___ MATERIAL SHOWN
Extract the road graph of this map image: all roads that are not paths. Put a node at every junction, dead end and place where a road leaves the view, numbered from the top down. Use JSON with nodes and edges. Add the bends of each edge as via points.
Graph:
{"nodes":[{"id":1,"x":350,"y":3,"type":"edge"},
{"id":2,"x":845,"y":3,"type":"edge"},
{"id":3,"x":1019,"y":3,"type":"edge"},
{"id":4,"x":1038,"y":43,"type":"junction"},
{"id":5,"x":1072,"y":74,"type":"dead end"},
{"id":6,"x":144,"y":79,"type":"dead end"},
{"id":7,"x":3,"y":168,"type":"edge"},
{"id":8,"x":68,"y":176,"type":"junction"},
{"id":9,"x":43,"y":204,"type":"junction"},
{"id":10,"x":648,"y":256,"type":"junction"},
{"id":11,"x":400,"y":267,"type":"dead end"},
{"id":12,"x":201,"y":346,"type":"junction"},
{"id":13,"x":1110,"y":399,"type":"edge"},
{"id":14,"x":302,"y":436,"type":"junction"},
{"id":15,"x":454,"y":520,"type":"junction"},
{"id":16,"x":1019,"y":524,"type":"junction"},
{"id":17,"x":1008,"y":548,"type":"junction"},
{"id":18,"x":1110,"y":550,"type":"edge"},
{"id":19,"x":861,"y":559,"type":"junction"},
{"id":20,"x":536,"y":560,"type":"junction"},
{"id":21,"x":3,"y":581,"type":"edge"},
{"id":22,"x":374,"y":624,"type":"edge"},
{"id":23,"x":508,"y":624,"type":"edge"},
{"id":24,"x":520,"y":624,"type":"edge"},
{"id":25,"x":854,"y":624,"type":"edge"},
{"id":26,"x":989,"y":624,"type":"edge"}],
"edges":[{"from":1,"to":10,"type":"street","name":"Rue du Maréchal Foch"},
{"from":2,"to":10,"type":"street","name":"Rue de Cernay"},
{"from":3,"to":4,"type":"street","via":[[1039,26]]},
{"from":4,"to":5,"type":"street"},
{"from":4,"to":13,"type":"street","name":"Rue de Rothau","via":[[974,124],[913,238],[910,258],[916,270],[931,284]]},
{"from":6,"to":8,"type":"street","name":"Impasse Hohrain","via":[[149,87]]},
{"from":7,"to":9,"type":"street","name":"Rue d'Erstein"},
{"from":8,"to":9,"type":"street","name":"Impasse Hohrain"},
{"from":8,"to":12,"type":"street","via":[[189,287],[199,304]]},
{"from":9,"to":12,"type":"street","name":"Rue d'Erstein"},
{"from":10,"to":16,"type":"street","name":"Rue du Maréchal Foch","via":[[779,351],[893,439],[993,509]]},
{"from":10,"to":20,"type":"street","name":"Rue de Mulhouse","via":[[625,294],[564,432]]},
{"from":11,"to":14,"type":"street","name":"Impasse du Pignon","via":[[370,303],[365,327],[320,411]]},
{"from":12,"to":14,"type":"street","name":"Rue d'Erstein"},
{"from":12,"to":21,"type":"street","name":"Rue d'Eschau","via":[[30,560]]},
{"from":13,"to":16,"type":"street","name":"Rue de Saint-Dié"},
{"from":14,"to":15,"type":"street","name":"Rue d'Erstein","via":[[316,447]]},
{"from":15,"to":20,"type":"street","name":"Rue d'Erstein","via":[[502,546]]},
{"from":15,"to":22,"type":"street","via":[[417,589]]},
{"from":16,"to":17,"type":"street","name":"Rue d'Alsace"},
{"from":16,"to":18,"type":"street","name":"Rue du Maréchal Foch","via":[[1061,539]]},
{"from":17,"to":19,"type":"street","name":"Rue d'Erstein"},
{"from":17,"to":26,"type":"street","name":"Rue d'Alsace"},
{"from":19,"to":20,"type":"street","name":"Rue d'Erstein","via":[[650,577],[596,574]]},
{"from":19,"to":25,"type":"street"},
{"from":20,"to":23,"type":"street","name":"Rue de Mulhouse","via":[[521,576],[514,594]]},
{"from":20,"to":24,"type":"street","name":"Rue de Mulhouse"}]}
______
Every line of the material is to be set down again verbatim.

SOLUTION TO THIS PROBLEM —
Extract the road graph of this map image: all roads that are not paths. Put a node at every junction, dead end and place where a road leaves the view, numbered from the top down. Use JSON with nodes and edges. Add the bends of each edge as via points.
Graph:
{"nodes":[{"id":1,"x":350,"y":3,"type":"edge"},
{"id":2,"x":845,"y":3,"type":"edge"},
{"id":3,"x":1019,"y":3,"type":"edge"},
{"id":4,"x":1038,"y":43,"type":"junction"},
{"id":5,"x":1072,"y":74,"type":"dead end"},
{"id":6,"x":144,"y":79,"type":"dead end"},
{"id":7,"x":3,"y":168,"type":"edge"},
{"id":8,"x":68,"y":176,"type":"junction"},
{"id":9,"x":43,"y":204,"type":"junction"},
{"id":10,"x":648,"y":256,"type":"junction"},
{"id":11,"x":400,"y":267,"type":"dead end"},
{"id":12,"x":201,"y":346,"type":"junction"},
{"id":13,"x":1110,"y":399,"type":"edge"},
{"id":14,"x":302,"y":436,"type":"junction"},
{"id":15,"x":454,"y":520,"type":"junction"},
{"id":16,"x":1019,"y":524,"type":"junction"},
{"id":17,"x":1008,"y":548,"type":"junction"},
{"id":18,"x":1110,"y":550,"type":"edge"},
{"id":19,"x":861,"y":559,"type":"junction"},
{"id":20,"x":536,"y":560,"type":"junction"},
{"id":21,"x":3,"y":581,"type":"edge"},
{"id":22,"x":374,"y":624,"type":"edge"},
{"id":23,"x":508,"y":624,"type":"edge"},
{"id":24,"x":520,"y":624,"type":"edge"},
{"id":25,"x":854,"y":624,"type":"edge"},
{"id":26,"x":989,"y":624,"type":"edge"}],
"edges":[{"from":1,"to":10,"type":"street","name":"Rue du Maréchal Foch"},
{"from":2,"to":10,"type":"street","name":"Rue de Cernay"},
{"from":3,"to":4,"type":"street","via":[[1039,26]]},
{"from":4,"to":5,"type":"street"},
{"from":4,"to":13,"type":"street","name":"Rue de Rothau","via":[[974,124],[913,238],[910,258],[916,270],[931,284]]},
{"from":6,"to":8,"type":"street","name":"Impasse Hohrain","via":[[149,87]]},
{"from":7,"to":9,"type":"street","name":"Rue d'Erstein"},
{"from":8,"to":9,"type":"street","name":"Impasse Hohrain"},
{"from":8,"to":12,"type":"street","via":[[189,287],[199,304]]},
{"from":9,"to":12,"type":"street","name":"Rue d'Erstein"},
{"from":10,"to":16,"type":"street","name":"Rue du Maréchal Foch","via":[[779,351],[893,439],[993,509]]},
{"from":10,"to":20,"type":"street","name":"Rue de Mulhouse","via":[[625,294],[564,432]]},
{"from":11,"to":14,"type":"street","name":"Impasse du Pignon","via":[[370,303],[365,327],[320,411]]},
{"from":12,"to":14,"type":"street","name":"Rue d'Erstein"},
{"from":12,"to":21,"type":"street","name":"Rue d'Eschau","via":[[30,560]]},
{"from":13,"to":16,"type":"street","name":"Rue de Saint-Dié"},
{"from":14,"to":15,"type":"street","name":"Rue d'Erstein","via":[[316,447]]},
{"from":15,"to":20,"type":"street","name":"Rue d'Erstein","via":[[502,546]]},
{"from":15,"to":22,"type":"street","via":[[417,589]]},
{"from":16,"to":17,"type":"street","name":"Rue d'Alsace"},
{"from":16,"to":18,"type":"street","name":"Rue du Maréchal Foch","via":[[1061,539]]},
{"from":17,"to":19,"type":"street","name":"Rue d'Erstein"},
{"from":17,"to":26,"type":"street","name":"Rue d'Alsace"},
{"from":19,"to":20,"type":"street","name":"Rue d'Erstein","via":[[650,577],[596,574]]},
{"from":19,"to":25,"type":"street"},
{"from":20,"to":23,"type":"street","name":"Rue de Mulhouse","via":[[521,576],[514,594]]},
{"from":20,"to":24,"type":"street","name":"Rue de Mulhouse"}]}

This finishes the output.